The Organization of the Petroleum Exporting Countries (OPEC) and its allies led by Russia will meet Saturday to discuss extending record oil production cuts and to approve a new approach that aims to force laggards such as Iraq and Nigeria to better comply with the existing curbs.
The producers, known as the OPEC+, previously agreed to cut supply by 9.7 million barrels per day (bpd) during May and June to prop up prices that collapsed due to the coronavirus crisis. The cuts are due to taper to 7.7 million bpd from July to December.
Two OPEC+ sources said Saudi Arabia and Russia had agreed to extend the deeper cuts until the end of July, but they said Riyadh was also pushing to extend them until the end of August.
Benchmark Brent crude, which slumped below $20 a barrel in April, climbed 2% on Friday to trade at a three-month high of nearly $41. Prices had slipped from recent highs earlier in the week on uncertainty about when the OPEC+ would meet.

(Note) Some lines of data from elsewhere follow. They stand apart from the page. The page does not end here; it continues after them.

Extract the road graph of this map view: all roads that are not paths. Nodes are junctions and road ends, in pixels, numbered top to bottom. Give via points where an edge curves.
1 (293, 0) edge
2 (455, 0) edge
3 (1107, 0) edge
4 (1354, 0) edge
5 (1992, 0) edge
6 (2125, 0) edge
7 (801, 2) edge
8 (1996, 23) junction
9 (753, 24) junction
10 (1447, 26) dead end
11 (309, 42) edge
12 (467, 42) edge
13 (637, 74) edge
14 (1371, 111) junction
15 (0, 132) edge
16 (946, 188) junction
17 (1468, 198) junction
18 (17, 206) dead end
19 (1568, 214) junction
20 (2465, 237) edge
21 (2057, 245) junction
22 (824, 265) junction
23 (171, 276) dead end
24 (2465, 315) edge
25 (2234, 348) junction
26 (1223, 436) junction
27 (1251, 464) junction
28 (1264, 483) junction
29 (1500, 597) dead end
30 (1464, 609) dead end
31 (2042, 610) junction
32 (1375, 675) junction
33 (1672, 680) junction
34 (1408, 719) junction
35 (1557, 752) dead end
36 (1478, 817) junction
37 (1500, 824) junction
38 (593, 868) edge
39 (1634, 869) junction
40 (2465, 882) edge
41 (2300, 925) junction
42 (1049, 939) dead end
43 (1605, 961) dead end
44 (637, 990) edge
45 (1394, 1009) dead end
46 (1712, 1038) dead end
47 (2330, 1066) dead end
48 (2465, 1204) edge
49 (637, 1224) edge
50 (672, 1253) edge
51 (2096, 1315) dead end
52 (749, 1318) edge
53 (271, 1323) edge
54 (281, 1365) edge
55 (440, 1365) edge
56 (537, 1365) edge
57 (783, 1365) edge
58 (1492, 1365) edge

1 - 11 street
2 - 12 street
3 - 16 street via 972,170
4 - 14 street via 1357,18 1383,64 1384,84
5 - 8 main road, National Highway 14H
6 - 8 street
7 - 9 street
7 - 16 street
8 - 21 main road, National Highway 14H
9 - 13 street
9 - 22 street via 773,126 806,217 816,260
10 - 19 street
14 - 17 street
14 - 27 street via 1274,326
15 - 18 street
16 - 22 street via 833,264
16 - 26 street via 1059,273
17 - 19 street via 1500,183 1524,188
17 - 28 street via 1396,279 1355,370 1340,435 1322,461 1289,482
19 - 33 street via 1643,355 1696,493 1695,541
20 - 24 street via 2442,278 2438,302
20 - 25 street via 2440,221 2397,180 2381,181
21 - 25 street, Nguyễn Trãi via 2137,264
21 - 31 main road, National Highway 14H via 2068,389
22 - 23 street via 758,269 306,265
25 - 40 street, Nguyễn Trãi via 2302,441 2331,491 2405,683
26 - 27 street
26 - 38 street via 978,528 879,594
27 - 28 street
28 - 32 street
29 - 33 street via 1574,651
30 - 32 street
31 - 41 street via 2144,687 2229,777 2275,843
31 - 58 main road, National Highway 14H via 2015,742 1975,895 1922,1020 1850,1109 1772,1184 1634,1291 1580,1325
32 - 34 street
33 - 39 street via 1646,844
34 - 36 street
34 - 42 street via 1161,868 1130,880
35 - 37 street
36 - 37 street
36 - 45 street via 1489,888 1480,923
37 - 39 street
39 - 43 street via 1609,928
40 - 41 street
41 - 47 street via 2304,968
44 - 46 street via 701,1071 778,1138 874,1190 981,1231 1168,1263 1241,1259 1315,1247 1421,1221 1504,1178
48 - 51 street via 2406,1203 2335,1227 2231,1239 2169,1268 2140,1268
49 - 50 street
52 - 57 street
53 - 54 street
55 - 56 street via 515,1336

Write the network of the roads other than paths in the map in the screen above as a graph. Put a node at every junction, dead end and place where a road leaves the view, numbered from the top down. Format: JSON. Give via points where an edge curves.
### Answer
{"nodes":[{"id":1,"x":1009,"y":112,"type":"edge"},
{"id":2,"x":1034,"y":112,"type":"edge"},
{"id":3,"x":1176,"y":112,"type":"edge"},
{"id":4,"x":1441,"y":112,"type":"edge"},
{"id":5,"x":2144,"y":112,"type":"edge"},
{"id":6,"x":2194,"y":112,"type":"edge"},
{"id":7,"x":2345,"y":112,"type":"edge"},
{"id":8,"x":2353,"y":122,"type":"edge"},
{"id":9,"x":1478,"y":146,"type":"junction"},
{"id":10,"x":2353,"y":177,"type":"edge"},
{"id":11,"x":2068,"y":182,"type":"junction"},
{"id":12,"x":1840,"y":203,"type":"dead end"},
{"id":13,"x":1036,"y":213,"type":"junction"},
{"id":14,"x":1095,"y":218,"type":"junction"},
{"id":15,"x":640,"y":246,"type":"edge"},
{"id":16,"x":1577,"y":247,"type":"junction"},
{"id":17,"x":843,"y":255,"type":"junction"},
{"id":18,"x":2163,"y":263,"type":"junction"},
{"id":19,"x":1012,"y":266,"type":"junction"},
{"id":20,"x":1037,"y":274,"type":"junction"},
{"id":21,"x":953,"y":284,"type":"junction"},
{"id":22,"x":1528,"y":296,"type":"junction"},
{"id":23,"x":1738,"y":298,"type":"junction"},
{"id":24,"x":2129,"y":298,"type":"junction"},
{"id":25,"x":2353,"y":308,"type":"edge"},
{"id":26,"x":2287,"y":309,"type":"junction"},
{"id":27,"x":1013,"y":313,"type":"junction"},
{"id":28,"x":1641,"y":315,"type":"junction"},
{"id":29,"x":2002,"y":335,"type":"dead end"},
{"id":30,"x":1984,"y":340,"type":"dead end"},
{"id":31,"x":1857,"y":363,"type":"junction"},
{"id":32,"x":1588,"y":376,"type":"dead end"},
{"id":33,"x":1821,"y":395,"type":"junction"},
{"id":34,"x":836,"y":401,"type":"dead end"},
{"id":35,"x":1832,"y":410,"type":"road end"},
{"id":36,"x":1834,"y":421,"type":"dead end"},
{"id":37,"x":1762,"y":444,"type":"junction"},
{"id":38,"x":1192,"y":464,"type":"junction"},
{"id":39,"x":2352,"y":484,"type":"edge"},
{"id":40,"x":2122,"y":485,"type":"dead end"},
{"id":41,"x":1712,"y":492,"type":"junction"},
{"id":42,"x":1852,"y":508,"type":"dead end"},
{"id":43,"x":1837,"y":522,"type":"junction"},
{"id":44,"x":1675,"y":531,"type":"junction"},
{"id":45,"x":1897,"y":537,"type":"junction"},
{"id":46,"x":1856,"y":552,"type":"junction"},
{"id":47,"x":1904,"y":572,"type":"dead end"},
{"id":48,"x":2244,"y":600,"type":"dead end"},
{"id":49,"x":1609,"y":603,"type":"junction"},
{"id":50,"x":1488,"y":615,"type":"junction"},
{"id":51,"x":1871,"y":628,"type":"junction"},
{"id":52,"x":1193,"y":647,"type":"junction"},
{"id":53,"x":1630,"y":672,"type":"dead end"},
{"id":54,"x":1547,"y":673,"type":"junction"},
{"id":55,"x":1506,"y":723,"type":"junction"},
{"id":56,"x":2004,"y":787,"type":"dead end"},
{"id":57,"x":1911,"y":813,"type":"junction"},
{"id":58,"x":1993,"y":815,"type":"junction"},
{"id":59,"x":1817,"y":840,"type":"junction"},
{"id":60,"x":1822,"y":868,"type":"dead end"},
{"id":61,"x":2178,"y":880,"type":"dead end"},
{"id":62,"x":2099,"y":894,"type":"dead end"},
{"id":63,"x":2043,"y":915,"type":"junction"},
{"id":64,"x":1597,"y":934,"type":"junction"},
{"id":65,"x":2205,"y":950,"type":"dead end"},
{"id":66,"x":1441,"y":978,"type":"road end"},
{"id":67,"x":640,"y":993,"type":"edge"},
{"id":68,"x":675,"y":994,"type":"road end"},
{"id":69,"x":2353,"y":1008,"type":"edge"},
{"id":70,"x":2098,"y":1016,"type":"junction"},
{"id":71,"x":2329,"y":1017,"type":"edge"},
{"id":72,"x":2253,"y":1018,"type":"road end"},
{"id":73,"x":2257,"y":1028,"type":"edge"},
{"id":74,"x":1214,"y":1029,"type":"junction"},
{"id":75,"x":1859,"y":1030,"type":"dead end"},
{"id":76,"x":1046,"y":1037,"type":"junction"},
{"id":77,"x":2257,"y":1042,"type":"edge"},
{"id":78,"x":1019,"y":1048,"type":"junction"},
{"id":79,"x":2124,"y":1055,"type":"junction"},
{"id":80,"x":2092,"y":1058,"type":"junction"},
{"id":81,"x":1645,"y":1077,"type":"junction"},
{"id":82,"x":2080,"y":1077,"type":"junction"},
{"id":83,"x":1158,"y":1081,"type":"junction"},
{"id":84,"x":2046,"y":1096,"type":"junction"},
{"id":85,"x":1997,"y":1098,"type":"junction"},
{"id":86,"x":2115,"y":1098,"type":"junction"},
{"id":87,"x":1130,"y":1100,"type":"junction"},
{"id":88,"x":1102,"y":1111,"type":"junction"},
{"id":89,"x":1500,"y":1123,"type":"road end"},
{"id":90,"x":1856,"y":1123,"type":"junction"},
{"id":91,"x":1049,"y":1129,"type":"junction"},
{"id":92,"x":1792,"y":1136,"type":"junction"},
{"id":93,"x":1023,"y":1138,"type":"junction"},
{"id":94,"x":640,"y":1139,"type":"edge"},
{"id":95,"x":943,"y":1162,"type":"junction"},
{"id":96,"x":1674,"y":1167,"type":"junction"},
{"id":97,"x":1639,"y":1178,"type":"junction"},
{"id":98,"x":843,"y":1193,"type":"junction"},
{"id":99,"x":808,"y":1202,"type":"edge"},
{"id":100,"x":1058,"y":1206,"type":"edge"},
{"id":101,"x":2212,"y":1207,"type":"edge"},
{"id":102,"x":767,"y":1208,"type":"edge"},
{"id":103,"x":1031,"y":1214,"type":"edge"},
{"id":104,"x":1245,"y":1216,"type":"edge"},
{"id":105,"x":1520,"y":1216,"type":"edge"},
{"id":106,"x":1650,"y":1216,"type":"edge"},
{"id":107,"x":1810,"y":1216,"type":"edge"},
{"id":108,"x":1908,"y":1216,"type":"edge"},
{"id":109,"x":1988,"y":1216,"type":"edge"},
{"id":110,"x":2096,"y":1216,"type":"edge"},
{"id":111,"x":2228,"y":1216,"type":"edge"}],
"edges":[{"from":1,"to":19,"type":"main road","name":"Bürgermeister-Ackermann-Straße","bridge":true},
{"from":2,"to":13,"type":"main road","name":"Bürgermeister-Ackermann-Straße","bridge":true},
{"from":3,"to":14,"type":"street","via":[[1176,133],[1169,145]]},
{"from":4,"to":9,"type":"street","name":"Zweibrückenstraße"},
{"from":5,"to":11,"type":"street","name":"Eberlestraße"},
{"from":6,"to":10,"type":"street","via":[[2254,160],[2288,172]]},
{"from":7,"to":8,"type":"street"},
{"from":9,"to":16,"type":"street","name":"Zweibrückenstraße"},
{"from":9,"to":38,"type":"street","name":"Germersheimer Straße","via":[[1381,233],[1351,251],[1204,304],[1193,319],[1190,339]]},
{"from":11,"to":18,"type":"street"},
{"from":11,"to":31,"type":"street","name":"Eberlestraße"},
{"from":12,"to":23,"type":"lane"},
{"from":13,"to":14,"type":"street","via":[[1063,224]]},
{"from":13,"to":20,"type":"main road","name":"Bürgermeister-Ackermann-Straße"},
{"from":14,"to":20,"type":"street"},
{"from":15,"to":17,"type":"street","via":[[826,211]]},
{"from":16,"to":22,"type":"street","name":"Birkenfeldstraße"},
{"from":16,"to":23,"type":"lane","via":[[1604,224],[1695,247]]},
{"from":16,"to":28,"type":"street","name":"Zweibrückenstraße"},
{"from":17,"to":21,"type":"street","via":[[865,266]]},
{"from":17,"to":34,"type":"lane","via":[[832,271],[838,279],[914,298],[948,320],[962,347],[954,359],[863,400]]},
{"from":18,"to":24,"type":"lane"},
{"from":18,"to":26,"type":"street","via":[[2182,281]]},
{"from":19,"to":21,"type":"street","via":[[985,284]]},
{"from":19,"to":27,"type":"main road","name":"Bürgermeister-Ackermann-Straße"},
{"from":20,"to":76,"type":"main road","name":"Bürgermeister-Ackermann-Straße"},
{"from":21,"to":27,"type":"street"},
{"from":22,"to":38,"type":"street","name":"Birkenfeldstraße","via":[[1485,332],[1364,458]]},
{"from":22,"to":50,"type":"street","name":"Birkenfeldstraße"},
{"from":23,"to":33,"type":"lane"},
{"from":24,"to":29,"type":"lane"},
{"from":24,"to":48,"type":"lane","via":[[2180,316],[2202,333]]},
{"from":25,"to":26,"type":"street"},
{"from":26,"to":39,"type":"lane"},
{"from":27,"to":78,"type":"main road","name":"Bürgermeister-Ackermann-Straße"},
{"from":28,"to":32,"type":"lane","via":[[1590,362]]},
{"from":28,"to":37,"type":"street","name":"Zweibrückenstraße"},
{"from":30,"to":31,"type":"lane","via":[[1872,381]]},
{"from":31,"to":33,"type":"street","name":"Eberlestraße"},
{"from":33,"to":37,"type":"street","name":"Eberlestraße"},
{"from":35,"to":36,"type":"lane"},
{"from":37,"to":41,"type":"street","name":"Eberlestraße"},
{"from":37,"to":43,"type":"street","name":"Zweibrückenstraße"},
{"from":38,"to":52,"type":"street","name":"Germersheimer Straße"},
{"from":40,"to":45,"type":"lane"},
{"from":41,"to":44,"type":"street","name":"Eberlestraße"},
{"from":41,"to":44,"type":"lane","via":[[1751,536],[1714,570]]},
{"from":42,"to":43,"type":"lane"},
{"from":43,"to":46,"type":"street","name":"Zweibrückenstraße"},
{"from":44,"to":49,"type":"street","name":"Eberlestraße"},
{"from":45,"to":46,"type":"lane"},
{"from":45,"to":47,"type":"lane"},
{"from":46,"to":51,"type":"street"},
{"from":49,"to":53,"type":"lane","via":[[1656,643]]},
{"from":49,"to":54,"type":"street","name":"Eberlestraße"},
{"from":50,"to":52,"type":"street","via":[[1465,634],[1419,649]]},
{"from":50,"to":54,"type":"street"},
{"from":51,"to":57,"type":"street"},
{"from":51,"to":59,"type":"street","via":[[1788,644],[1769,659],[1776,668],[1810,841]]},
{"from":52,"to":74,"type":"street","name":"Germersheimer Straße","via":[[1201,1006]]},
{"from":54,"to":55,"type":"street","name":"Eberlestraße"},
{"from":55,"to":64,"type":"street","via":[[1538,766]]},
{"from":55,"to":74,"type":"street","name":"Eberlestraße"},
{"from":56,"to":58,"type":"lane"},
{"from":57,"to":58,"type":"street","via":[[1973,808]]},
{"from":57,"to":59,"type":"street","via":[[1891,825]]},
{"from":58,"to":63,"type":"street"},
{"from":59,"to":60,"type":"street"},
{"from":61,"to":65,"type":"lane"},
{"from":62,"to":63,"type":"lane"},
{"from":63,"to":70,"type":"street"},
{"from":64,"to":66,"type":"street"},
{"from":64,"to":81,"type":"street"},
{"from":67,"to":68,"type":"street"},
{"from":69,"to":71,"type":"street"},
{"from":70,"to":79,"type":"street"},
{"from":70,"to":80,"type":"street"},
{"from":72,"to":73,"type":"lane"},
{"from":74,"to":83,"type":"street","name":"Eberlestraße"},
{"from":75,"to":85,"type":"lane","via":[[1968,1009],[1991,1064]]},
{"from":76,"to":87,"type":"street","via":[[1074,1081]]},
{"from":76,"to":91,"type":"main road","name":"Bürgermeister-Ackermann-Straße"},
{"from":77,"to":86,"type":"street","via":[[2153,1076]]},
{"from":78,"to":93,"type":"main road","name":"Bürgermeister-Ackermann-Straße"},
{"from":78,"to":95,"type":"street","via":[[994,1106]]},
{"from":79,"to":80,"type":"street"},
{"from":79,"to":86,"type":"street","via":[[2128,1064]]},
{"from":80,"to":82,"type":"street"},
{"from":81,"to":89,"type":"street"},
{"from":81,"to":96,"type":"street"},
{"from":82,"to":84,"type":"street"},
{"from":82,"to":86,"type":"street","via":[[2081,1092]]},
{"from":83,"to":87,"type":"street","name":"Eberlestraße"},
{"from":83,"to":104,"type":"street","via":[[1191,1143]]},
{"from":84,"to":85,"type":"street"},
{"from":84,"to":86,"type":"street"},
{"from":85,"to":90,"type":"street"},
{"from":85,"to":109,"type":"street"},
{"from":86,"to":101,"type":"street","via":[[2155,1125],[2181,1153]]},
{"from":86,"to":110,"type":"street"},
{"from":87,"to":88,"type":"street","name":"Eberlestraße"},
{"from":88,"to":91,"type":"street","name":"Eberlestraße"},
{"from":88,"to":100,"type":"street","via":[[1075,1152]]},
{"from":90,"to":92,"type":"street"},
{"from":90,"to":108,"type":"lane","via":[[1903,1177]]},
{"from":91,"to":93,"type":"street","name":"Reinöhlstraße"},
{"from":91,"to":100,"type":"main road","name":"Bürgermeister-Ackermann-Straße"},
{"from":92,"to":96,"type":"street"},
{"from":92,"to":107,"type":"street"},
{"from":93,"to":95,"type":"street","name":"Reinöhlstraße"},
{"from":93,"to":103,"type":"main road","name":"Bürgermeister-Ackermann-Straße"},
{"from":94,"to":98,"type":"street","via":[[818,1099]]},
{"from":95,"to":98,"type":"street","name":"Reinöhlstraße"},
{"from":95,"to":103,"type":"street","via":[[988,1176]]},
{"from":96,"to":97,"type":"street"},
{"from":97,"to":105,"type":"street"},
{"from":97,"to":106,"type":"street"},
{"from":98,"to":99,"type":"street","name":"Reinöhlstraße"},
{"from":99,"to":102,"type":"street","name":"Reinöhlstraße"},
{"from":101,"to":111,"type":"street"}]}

Saturday’s meetings are expected to start with talks between members of the OPEC and be followed by a gathering of the OPEC+ group, an OPEC+ source said, after Algerian and Russian media reported the meetings.
Three OPEC sources said an extension to cuts was contingent on high compliance and countries that produced above quota in May and June must promise to adhere to targets and agree to compensate for any earlier overproduction by cutting more in July, August and September.
Iraq, which had one of the worst compliance rates in May according to a Reuters survey of OPEC production, agreed to the additional pledge, OPEC sources said.
“The Saudis have been pushing Baghdad hard to comply,” one OPEC+ source said. “Iraq has agreed to the pledge to improve its full compliance with the cuts.”
Baghdad blamed technical reasons and a recent change in its government for weak compliance in May, another OPEC source said.